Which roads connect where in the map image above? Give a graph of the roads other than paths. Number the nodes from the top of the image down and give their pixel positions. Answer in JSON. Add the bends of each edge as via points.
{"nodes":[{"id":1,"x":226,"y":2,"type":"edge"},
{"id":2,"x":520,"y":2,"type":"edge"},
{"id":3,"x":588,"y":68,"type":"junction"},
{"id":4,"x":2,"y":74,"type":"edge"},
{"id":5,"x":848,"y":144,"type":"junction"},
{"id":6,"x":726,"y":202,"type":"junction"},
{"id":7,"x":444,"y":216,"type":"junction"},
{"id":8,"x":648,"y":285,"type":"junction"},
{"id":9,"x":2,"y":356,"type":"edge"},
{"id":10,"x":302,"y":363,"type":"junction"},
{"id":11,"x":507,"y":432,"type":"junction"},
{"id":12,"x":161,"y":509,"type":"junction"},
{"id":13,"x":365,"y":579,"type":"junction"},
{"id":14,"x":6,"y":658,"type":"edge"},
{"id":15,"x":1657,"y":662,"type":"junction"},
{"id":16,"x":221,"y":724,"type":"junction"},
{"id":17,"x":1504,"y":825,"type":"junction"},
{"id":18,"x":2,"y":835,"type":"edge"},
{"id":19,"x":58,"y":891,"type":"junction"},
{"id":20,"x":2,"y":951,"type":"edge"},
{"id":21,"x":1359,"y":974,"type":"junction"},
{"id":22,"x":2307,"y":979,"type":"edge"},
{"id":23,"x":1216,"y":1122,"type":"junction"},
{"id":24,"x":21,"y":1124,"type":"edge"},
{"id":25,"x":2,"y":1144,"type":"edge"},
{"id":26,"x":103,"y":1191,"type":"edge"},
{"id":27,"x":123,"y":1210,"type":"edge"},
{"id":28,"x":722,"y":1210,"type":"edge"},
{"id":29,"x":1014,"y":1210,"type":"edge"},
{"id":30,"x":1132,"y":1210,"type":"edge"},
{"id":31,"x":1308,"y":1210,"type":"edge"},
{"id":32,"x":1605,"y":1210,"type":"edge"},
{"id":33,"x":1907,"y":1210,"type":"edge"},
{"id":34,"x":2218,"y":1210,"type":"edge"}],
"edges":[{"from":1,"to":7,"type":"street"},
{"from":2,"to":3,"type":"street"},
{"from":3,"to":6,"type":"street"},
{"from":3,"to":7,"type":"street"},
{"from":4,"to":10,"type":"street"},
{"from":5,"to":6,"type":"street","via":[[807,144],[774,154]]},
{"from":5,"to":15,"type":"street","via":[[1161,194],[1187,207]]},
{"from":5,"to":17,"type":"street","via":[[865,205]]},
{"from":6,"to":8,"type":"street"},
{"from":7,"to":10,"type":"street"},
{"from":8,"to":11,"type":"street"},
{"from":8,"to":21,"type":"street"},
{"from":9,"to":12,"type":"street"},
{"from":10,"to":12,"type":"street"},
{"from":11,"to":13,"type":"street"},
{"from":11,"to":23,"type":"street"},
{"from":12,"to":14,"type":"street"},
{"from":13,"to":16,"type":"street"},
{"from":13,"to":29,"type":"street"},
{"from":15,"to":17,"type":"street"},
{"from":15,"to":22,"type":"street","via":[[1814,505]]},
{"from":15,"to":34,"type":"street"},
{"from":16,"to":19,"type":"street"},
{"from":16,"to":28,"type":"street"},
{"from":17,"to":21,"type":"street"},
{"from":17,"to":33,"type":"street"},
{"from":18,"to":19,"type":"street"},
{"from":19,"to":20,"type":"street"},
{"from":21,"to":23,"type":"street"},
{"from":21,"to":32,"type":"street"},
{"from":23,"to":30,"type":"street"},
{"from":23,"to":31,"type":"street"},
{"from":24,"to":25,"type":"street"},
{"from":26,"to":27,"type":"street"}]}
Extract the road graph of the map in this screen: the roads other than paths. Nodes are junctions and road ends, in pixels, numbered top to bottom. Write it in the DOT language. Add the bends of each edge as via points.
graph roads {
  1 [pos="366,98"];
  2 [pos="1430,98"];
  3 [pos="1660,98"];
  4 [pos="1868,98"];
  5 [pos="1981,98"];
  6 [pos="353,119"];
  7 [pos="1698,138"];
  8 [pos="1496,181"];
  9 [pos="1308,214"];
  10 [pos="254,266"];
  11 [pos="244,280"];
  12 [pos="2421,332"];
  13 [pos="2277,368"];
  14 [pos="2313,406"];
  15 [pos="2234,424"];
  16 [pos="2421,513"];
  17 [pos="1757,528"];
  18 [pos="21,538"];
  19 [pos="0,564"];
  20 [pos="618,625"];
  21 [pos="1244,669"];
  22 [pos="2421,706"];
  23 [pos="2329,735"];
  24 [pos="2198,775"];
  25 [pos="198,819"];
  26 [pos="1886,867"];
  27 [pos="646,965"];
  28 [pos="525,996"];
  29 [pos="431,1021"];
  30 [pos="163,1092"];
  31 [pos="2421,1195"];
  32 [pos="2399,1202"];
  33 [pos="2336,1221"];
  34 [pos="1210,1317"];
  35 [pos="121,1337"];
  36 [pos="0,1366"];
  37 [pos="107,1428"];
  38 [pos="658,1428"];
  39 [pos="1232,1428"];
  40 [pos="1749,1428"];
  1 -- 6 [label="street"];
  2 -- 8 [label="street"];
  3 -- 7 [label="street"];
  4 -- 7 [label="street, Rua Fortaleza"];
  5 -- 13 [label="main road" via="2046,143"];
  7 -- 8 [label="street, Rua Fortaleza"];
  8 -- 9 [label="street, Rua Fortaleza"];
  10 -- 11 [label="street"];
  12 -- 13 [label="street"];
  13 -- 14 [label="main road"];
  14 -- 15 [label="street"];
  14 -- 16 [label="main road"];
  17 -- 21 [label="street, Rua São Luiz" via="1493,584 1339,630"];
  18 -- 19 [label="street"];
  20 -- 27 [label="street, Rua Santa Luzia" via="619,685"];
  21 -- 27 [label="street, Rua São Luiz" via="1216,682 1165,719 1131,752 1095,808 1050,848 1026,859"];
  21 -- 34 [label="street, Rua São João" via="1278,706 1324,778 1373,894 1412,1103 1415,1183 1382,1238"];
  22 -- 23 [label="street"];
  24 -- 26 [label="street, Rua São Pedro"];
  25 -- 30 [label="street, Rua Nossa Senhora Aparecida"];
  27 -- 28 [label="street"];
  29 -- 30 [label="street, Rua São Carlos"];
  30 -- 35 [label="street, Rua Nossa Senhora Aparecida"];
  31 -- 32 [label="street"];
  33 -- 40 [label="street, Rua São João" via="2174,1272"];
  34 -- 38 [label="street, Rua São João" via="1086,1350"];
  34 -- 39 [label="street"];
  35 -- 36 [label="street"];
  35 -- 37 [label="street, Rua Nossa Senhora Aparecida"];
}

================================

> [TASK DETAILS] Scan the records for the string "Fortaleza" and report each line where it occurs.

> [RESULT OF THIS TASK]
  4 -- 7 [label="street, Rua Fortaleza"];
  7 -- 8 [label="street, Rua Fortaleza"];
  8 -- 9 [label="street, Rua Fortaleza"];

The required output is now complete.